まず、換金行為は中国人民銀行などの十部委が発表した「仮想通貨取引のリスクを防止し、処理するための通知」(以下「9.24通知」と呼ぶ)に違反します。「9.24通知」では、法定通貨と仮想通貨の交換業務、仮想通貨間の交換業務などの違法金融活動は一切厳禁であり、法に基づいて取り締まると明記されています。関連する違法金融活動を行った場合は、法的責任を追及されます。しかし、現在のところ、交換業務を行った個人や組織に対する処罰の事例はありますが、交換顧客に対する処罰の事例は発生していません。

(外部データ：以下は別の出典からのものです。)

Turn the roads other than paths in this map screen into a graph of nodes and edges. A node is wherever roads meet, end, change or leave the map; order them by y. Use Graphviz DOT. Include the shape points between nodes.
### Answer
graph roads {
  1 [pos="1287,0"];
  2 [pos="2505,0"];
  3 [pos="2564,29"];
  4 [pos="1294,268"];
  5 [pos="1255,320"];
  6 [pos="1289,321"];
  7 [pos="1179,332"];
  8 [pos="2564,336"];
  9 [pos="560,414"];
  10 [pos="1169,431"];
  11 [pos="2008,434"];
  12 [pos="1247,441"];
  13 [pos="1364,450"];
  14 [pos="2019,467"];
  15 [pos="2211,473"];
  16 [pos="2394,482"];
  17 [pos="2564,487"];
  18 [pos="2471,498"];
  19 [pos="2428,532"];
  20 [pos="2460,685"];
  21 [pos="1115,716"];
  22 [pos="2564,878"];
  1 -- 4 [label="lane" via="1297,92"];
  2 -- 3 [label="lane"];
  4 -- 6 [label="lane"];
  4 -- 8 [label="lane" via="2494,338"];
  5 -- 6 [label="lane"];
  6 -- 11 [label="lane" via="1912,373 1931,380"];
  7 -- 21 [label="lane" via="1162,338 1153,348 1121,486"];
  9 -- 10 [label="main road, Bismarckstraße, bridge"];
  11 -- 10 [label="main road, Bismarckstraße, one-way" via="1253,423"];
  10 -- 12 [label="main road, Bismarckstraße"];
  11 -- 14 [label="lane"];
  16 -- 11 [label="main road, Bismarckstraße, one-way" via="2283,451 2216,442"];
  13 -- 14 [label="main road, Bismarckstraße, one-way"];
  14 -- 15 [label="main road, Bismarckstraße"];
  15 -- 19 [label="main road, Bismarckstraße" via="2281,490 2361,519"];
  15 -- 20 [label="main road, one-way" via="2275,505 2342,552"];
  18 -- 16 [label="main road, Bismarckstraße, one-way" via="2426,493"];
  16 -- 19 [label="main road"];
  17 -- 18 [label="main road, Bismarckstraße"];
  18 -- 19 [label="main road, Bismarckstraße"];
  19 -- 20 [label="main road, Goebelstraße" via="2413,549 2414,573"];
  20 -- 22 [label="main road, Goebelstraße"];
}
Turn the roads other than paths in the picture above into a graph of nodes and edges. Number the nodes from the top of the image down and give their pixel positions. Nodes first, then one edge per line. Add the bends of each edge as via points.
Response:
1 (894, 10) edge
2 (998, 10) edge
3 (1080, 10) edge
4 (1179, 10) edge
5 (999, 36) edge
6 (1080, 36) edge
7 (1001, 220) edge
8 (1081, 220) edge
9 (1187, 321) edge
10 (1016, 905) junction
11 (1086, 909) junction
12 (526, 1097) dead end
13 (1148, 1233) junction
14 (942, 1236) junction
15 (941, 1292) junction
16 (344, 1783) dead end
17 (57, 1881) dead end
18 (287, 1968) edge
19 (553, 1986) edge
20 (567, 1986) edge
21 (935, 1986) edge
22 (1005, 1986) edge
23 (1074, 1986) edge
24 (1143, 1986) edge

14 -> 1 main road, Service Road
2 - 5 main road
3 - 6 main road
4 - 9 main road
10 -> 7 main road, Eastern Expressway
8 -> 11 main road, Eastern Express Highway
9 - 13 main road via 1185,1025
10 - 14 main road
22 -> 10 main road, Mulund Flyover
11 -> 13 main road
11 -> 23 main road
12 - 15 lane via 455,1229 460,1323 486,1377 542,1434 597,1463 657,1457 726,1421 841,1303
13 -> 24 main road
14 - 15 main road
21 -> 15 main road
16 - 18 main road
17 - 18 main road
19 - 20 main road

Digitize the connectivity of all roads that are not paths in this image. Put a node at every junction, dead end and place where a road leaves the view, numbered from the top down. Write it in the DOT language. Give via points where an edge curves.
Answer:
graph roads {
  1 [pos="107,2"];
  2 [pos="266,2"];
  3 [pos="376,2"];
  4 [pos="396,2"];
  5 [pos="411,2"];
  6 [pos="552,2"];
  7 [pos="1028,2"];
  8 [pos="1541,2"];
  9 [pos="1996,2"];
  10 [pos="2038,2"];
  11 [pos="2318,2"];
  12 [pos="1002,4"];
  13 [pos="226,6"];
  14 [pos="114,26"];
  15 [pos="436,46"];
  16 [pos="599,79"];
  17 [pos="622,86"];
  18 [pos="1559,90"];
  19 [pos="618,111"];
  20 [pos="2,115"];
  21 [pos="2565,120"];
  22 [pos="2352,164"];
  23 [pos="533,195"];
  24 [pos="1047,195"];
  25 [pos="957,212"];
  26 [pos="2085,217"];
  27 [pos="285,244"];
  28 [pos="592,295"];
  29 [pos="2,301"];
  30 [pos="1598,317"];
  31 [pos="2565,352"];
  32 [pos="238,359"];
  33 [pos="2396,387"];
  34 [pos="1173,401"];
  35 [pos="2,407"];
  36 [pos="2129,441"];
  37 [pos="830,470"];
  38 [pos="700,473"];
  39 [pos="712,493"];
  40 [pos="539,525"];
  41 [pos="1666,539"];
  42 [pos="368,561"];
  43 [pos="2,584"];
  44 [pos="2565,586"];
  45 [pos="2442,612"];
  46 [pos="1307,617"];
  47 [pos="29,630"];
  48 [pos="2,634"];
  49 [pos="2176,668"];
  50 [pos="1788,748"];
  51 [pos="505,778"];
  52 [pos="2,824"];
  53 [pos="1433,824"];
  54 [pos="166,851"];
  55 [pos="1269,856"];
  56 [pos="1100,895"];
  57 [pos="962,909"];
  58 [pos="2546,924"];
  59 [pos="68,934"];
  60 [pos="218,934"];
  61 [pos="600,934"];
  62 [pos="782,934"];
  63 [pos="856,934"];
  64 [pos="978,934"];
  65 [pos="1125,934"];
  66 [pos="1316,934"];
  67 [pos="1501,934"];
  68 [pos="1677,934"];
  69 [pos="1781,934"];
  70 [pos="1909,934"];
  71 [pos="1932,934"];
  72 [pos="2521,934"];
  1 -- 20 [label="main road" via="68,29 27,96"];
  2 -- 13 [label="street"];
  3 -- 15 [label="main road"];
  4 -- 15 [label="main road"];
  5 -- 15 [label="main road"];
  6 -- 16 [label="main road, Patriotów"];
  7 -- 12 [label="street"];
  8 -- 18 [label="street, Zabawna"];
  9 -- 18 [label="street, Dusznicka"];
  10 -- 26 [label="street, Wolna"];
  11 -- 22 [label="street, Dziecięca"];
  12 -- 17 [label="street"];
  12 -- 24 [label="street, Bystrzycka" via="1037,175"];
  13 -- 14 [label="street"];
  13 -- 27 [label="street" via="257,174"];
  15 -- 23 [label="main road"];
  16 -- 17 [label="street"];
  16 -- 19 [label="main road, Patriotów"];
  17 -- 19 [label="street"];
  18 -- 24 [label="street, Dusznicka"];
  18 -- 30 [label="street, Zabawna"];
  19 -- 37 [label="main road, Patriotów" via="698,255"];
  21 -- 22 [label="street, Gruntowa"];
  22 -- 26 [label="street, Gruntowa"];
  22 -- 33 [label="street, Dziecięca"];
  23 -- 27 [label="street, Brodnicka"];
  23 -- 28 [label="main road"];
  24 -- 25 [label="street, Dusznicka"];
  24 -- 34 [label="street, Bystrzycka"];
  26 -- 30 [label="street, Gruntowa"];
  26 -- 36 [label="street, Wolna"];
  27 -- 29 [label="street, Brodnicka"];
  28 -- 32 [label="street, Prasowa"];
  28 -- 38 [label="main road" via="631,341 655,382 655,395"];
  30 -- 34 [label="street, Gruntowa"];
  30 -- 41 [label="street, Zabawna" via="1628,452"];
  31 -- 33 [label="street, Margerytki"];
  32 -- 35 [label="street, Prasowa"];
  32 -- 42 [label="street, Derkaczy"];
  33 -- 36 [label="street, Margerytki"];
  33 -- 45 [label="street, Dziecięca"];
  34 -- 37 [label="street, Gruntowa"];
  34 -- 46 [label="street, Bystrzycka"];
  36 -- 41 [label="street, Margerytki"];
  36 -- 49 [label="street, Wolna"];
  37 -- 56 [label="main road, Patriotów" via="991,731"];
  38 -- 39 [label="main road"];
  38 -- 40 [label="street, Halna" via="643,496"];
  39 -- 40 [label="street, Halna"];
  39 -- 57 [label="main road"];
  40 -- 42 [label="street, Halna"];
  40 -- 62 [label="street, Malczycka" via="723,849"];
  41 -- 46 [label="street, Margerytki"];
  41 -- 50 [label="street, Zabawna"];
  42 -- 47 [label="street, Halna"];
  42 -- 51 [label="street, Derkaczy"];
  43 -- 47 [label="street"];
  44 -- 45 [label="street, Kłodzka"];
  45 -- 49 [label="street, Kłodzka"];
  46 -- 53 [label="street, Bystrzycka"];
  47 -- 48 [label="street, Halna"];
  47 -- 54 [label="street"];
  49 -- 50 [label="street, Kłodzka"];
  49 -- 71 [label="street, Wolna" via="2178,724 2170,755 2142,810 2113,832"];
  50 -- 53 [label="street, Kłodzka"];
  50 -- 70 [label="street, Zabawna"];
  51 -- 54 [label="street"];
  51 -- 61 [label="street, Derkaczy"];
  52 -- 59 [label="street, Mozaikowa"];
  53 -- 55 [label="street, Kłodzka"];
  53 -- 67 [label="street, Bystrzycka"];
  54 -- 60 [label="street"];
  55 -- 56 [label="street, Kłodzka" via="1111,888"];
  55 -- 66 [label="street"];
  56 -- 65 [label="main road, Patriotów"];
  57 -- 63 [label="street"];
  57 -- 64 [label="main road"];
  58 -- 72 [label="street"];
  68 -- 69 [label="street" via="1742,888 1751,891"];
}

次に、換金する住民が交換する通貨の用途によっては、さまざまな違法行為や犯罪行為を構成する可能性があります。例えば、一部の換金する住民は、暗号資産が発見されにくいという利点を利用して、この新しい換金方法を税収監視を回避する手段の一つとして使用しています。「中華人民共和国個人所得税法」および「中華人民共和国個人所得税法実施条例」によれば、我が国の市民は海外での収入にも法に基づいて納税する必要がありますが、暗号通貨はユーザーが従来の金融システム下での税収監視制度を回避するのに効果的に役立ちます。このような換金ユーザーの行為は違法であり、行政処罰や刑事処罰のリスクに直面する可能性があります。
04 最後に
サ姐チームは、近年、国際的に暗号通貨を利用したマネーロンダリング、外貨管理の回避、テロ資金調達などの犯罪が徐々に増加している傾向があり、世界の主要国も暗号通貨に対する規制を強化していることを指摘します。我が国も例外ではありません。実際、暗号通貨に関連する業務は我が国では違法な金融活動に該当し、暗号通貨を利用して税収監視を回避する行為は我が国の外貨の正常な管理秩序を直接侵害し、我が国の刑法の「レッドライン」に触れるため、地下両替所や換金の必要がある我が国の住民にとって、さまざまな法律リスクがあります。